» **What to work on**: Every line of the material below should be output exactly as written, with the images skipped.

» **The records**:
§

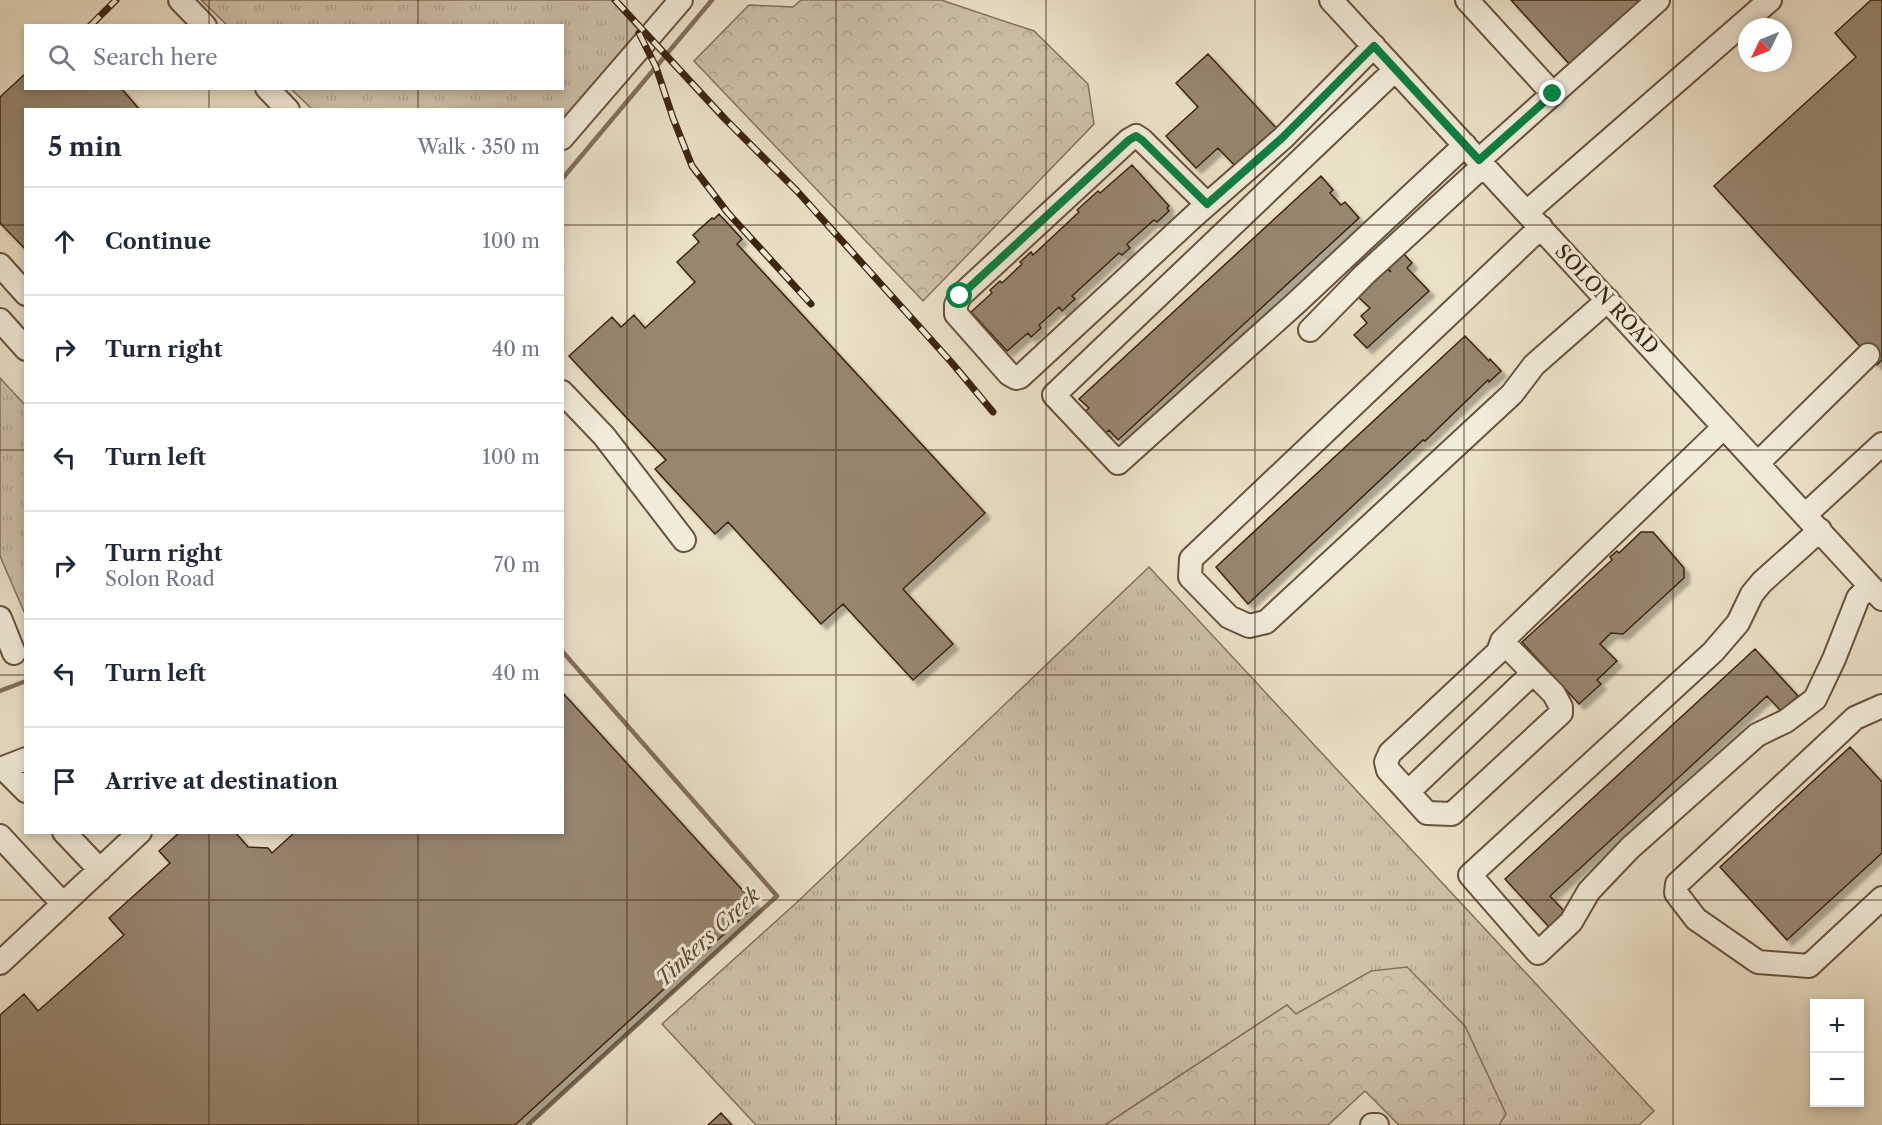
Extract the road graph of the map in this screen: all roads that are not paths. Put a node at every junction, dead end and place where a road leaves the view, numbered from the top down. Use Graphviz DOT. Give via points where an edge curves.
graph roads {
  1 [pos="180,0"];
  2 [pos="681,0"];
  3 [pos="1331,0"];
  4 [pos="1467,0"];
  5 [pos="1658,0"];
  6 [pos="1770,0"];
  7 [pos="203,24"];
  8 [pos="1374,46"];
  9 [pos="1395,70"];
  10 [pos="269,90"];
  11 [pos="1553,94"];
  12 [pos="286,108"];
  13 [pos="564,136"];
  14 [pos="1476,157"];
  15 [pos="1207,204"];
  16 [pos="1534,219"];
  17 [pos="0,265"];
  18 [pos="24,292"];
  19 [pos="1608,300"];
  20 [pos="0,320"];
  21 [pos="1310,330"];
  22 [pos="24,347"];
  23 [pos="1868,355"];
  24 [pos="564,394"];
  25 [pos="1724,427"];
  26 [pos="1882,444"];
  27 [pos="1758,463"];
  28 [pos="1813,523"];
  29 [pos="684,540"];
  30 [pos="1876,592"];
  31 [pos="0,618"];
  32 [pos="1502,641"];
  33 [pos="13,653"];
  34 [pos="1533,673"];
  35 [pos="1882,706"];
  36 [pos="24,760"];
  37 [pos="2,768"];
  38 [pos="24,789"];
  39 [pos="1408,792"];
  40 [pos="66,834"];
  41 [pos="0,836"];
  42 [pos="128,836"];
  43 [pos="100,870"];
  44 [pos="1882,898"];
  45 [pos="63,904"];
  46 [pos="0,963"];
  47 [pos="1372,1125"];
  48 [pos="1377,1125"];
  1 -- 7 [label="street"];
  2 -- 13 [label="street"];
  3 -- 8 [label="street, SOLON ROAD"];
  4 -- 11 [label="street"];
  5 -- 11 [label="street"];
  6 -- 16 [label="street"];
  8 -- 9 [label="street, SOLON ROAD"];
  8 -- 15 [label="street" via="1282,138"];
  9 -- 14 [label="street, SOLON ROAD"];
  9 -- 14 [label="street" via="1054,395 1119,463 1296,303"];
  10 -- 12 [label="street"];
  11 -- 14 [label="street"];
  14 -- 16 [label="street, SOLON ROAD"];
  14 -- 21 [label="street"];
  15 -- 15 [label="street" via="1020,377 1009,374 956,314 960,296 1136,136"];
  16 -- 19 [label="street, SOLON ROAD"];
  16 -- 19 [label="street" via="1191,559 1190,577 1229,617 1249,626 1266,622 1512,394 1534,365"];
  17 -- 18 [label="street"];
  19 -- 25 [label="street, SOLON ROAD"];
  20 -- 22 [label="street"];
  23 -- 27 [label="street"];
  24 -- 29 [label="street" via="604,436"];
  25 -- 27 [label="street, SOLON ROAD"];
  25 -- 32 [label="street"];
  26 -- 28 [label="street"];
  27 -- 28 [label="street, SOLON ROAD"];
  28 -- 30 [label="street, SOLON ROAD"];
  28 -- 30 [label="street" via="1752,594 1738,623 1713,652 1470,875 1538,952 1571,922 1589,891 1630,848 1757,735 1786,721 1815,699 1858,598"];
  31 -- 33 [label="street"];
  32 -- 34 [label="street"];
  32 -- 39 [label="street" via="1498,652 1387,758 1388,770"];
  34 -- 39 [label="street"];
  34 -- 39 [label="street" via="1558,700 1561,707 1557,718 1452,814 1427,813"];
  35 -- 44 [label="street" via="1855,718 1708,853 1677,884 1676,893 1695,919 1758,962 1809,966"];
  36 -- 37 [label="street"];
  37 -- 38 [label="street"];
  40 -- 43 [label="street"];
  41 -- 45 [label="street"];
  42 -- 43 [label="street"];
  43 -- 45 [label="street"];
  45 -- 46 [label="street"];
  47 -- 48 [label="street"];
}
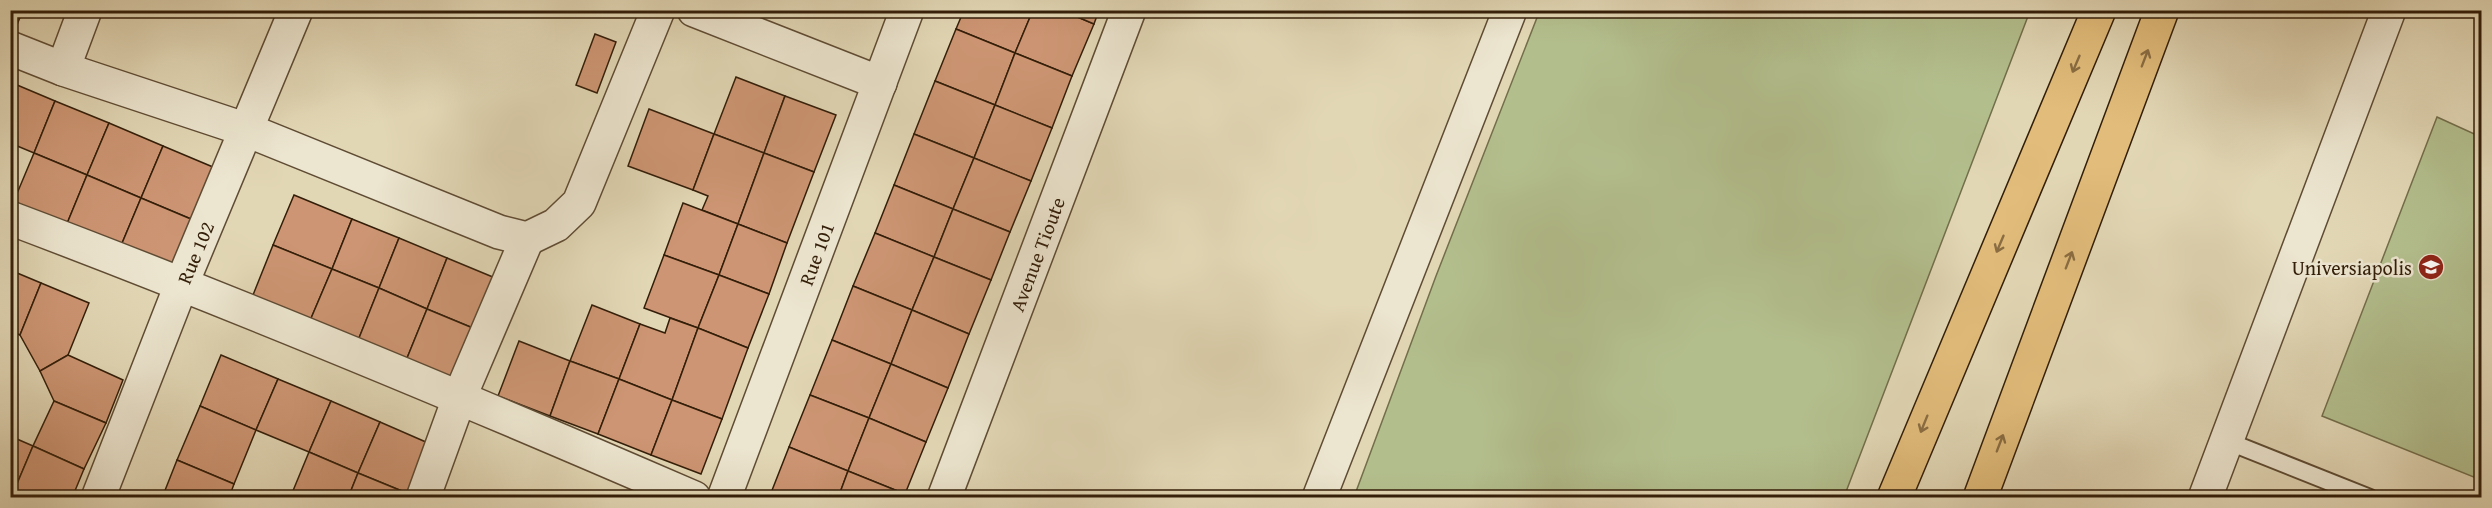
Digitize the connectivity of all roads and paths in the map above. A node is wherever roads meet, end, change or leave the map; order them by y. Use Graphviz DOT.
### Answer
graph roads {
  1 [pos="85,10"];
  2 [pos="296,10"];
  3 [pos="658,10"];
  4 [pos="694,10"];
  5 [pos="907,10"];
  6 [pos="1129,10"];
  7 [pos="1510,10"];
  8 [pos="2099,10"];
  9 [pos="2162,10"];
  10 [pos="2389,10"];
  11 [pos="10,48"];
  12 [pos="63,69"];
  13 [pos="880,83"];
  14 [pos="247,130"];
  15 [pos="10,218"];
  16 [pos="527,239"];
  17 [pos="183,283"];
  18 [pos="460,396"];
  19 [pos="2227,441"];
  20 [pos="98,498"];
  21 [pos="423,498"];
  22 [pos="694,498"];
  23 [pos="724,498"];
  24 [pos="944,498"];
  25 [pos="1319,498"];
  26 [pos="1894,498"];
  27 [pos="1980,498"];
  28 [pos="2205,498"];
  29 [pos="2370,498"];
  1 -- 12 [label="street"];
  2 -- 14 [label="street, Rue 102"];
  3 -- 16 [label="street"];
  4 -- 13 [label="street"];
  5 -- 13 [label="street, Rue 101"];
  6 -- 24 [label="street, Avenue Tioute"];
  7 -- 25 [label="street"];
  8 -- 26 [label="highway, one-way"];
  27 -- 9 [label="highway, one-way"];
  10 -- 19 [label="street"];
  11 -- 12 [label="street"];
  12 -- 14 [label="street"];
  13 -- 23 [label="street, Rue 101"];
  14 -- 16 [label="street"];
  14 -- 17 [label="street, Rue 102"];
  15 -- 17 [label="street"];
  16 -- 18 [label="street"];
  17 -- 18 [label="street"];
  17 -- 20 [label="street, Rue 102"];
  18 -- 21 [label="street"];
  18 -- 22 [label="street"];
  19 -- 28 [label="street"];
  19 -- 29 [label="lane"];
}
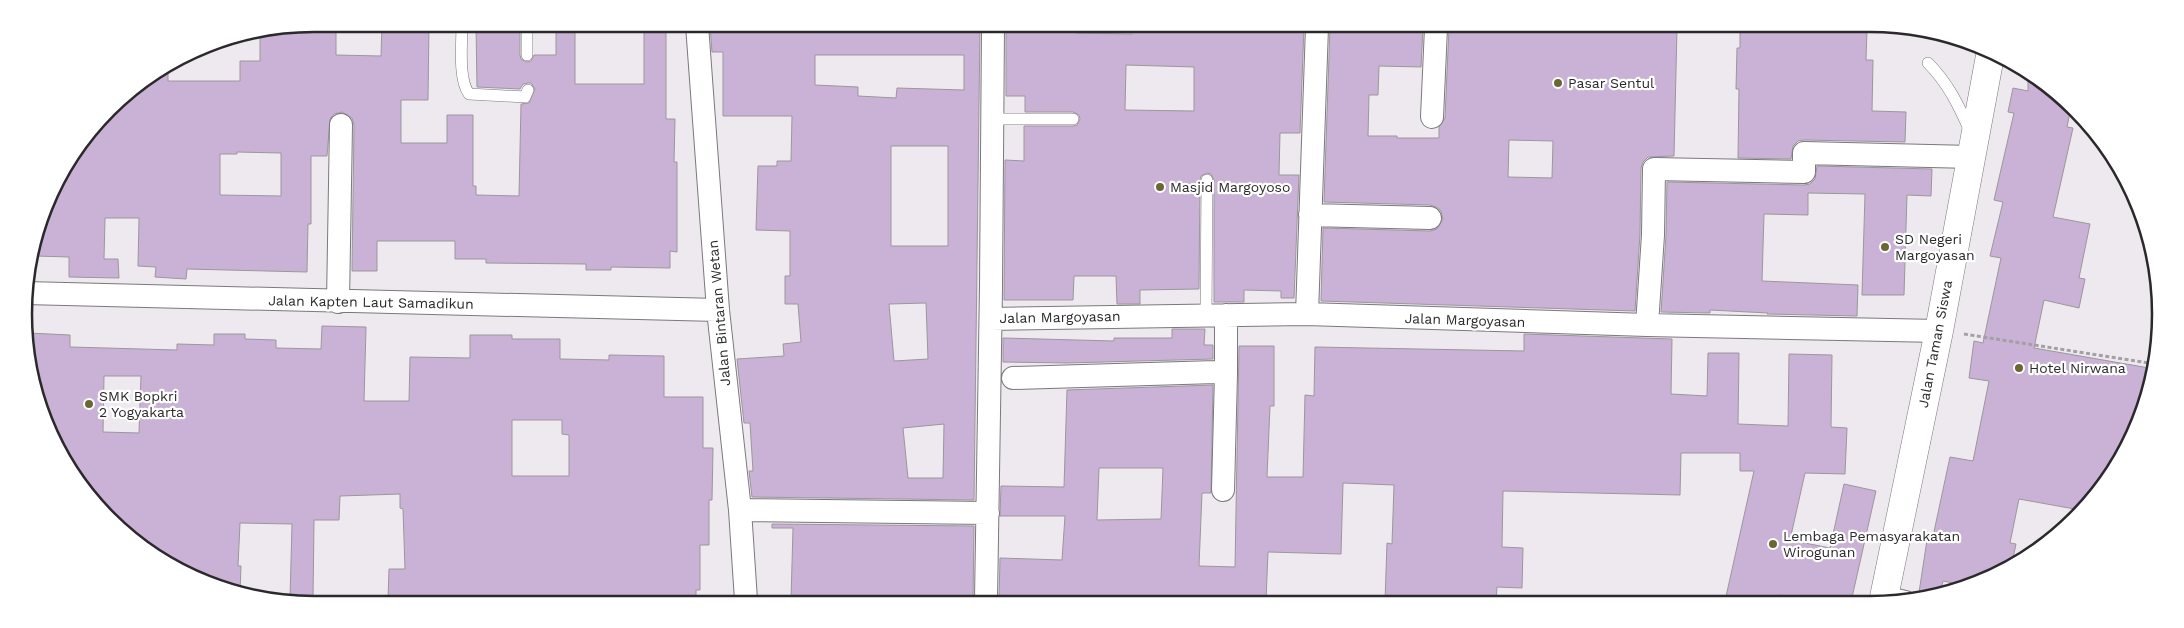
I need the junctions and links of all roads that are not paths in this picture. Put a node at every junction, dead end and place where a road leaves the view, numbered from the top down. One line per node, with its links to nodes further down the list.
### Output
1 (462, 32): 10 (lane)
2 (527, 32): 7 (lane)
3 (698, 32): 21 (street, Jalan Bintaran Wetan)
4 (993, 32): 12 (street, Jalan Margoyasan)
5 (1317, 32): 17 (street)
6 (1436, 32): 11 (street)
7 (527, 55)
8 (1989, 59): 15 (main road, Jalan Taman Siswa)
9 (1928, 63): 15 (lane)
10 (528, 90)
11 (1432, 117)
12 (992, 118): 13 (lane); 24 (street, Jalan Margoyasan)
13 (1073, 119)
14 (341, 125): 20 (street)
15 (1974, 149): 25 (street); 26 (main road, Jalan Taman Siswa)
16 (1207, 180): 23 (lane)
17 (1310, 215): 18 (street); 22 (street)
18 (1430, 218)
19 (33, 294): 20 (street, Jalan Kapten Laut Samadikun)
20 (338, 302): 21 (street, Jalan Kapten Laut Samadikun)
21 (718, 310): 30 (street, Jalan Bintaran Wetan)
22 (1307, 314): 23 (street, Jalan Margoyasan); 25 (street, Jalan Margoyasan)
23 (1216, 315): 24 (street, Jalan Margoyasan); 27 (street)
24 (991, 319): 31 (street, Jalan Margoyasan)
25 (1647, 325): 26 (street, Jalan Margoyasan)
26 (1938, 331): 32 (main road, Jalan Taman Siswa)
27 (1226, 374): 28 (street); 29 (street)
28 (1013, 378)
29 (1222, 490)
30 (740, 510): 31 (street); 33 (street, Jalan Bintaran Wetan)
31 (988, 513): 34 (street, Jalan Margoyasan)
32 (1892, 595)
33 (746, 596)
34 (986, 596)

§

» **Written answer**:
Extract the road graph of the map in this screen: all roads that are not paths. Put a node at every junction, dead end and place where a road leaves the view, numbered from the top down. Use Graphviz DOT. Give via points where an edge curves.
graph roads {
  1 [pos="180,0"];
  2 [pos="681,0"];
  3 [pos="1331,0"];
  4 [pos="1467,0"];
  5 [pos="1658,0"];
  6 [pos="1770,0"];
  7 [pos="203,24"];
  8 [pos="1374,46"];
  9 [pos="1395,70"];
  10 [pos="269,90"];
  11 [pos="1553,94"];
  12 [pos="286,108"];
  13 [pos="564,136"];
  14 [pos="1476,157"];
  15 [pos="1207,204"];
  16 [pos="1534,219"];
  17 [pos="0,265"];
  18 [pos="24,292"];
  19 [pos="1608,300"];
  20 [pos="0,320"];
  21 [pos="1310,330"];
  22 [pos="24,347"];
  23 [pos="1868,355"];
  24 [pos="564,394"];
  25 [pos="1724,427"];
  26 [pos="1882,444"];
  27 [pos="1758,463"];
  28 [pos="1813,523"];
  29 [pos="684,540"];
  30 [pos="1876,592"];
  31 [pos="0,618"];
  32 [pos="1502,641"];
  33 [pos="13,653"];
  34 [pos="1533,673"];
  35 [pos="1882,706"];
  36 [pos="24,760"];
  37 [pos="2,768"];
  38 [pos="24,789"];
  39 [pos="1408,792"];
  40 [pos="66,834"];
  41 [pos="0,836"];
  42 [pos="128,836"];
  43 [pos="100,870"];
  44 [pos="1882,898"];
  45 [pos="63,904"];
  46 [pos="0,963"];
  47 [pos="1372,1125"];
  48 [pos="1377,1125"];
  1 -- 7 [label="street"];
  2 -- 13 [label="street"];
  3 -- 8 [label="street, SOLON ROAD"];
  4 -- 11 [label="street"];
  5 -- 11 [label="street"];
  6 -- 16 [label="street"];
  8 -- 9 [label="street, SOLON ROAD"];
  8 -- 15 [label="street" via="1282,138"];
  9 -- 14 [label="street, SOLON ROAD"];
  9 -- 14 [label="street" via="1054,395 1119,463 1296,303"];
  10 -- 12 [label="street"];
  11 -- 14 [label="street"];
  14 -- 16 [label="street, SOLON ROAD"];
  14 -- 21 [label="street"];
  15 -- 15 [label="street" via="1020,377 1009,374 956,314 960,296 1136,136"];
  16 -- 19 [label="street, SOLON ROAD"];
  16 -- 19 [label="street" via="1191,559 1190,577 1229,617 1249,626 1266,622 1512,394 1534,365"];
  17 -- 18 [label="street"];
  19 -- 25 [label="street, SOLON ROAD"];
  20 -- 22 [label="street"];
  23 -- 27 [label="street"];
  24 -- 29 [label="street" via="604,436"];
  25 -- 27 [label="street, SOLON ROAD"];
  25 -- 32 [label="street"];
  26 -- 28 [label="street"];
  27 -- 28 [label="street, SOLON ROAD"];
  28 -- 30 [label="street, SOLON ROAD"];
  28 -- 30 [label="street" via="1752,594 1738,623 1713,652 1470,875 1538,952 1571,922 1589,891 1630,848 1757,735 1786,721 1815,699 1858,598"];
  31 -- 33 [label="street"];
  32 -- 34 [label="street"];
  32 -- 39 [label="street" via="1498,652 1387,758 1388,770"];
  34 -- 39 [label="street"];
  34 -- 39 [label="street" via="1558,700 1561,707 1557,718 1452,814 1427,813"];
  35 -- 44 [label="street" via="1855,718 1708,853 1677,884 1676,893 1695,919 1758,962 1809,966"];
  36 -- 37 [label="street"];
  37 -- 38 [label="street"];
  40 -- 43 [label="street"];
  41 -- 45 [label="street"];
  42 -- 43 [label="street"];
  43 -- 45 [label="street"];
  45 -- 46 [label="street"];
  47 -- 48 [label="street"];
}
Digitize the connectivity of all roads and paths in the map above. A node is wherever roads meet, end, change or leave the map; order them by y. Use Graphviz DOT.
### Answer
graph roads {
  1 [pos="85,10"];
  2 [pos="296,10"];
  3 [pos="658,10"];
  4 [pos="694,10"];
  5 [pos="907,10"];
  6 [pos="1129,10"];
  7 [pos="1510,10"];
  8 [pos="2099,10"];
  9 [pos="2162,10"];
  10 [pos="2389,10"];
  11 [pos="10,48"];
  12 [pos="63,69"];
  13 [pos="880,83"];
  14 [pos="247,130"];
  15 [pos="10,218"];
  16 [pos="527,239"];
  17 [pos="183,283"];
  18 [pos="460,396"];
  19 [pos="2227,441"];
  20 [pos="98,498"];
  21 [pos="423,498"];
  22 [pos="694,498"];
  23 [pos="724,498"];
  24 [pos="944,498"];
  25 [pos="1319,498"];
  26 [pos="1894,498"];
  27 [pos="1980,498"];
  28 [pos="2205,498"];
  29 [pos="2370,498"];
  1 -- 12 [label="street"];
  2 -- 14 [label="street, Rue 102"];
  3 -- 16 [label="street"];
  4 -- 13 [label="street"];
  5 -- 13 [label="street, Rue 101"];
  6 -- 24 [label="street, Avenue Tioute"];
  7 -- 25 [label="street"];
  8 -- 26 [label="highway, one-way"];
  27 -- 9 [label="highway, one-way"];
  10 -- 19 [label="street"];
  11 -- 12 [label="street"];
  12 -- 14 [label="street"];
  13 -- 23 [label="street, Rue 101"];
  14 -- 16 [label="street"];
  14 -- 17 [label="street, Rue 102"];
  15 -- 17 [label="street"];
  16 -- 18 [label="street"];
  17 -- 18 [label="street"];
  17 -- 20 [label="street, Rue 102"];
  18 -- 21 [label="street"];
  18 -- 22 [label="street"];
  19 -- 28 [label="street"];
  19 -- 29 [label="lane"];
}
I need the junctions and links of all roads that are not paths in this picture. Put a node at every junction, dead end and place where a road leaves the view, numbered from the top down. One line per node, with its links to nodes further down the list.
### Output
1 (462, 32): 10 (lane)
2 (527, 32): 7 (lane)
3 (698, 32): 21 (street, Jalan Bintaran Wetan)
4 (993, 32): 12 (street, Jalan Margoyasan)
5 (1317, 32): 17 (street)
6 (1436, 32): 11 (street)
7 (527, 55)
8 (1989, 59): 15 (main road, Jalan Taman Siswa)
9 (1928, 63): 15 (lane)
10 (528, 90)
11 (1432, 117)
12 (992, 118): 13 (lane); 24 (street, Jalan Margoyasan)
13 (1073, 119)
14 (341, 125): 20 (street)
15 (1974, 149): 25 (street); 26 (main road, Jalan Taman Siswa)
16 (1207, 180): 23 (lane)
17 (1310, 215): 18 (street); 22 (street)
18 (1430, 218)
19 (33, 294): 20 (street, Jalan Kapten Laut Samadikun)
20 (338, 302): 21 (street, Jalan Kapten Laut Samadikun)
21 (718, 310): 30 (street, Jalan Bintaran Wetan)
22 (1307, 314): 23 (street, Jalan Margoyasan); 25 (street, Jalan Margoyasan)
23 (1216, 315): 24 (street, Jalan Margoyasan); 27 (street)
24 (991, 319): 31 (street, Jalan Margoyasan)
25 (1647, 325): 26 (street, Jalan Margoyasan)
26 (1938, 331): 32 (main road, Jalan Taman Siswa)
27 (1226, 374): 28 (street); 29 (street)
28 (1013, 378)
29 (1222, 490)
30 (740, 510): 31 (street); 33 (street, Jalan Bintaran Wetan)
31 (988, 513): 34 (street, Jalan Margoyasan)
32 (1892, 595)
33 (746, 596)
34 (986, 596)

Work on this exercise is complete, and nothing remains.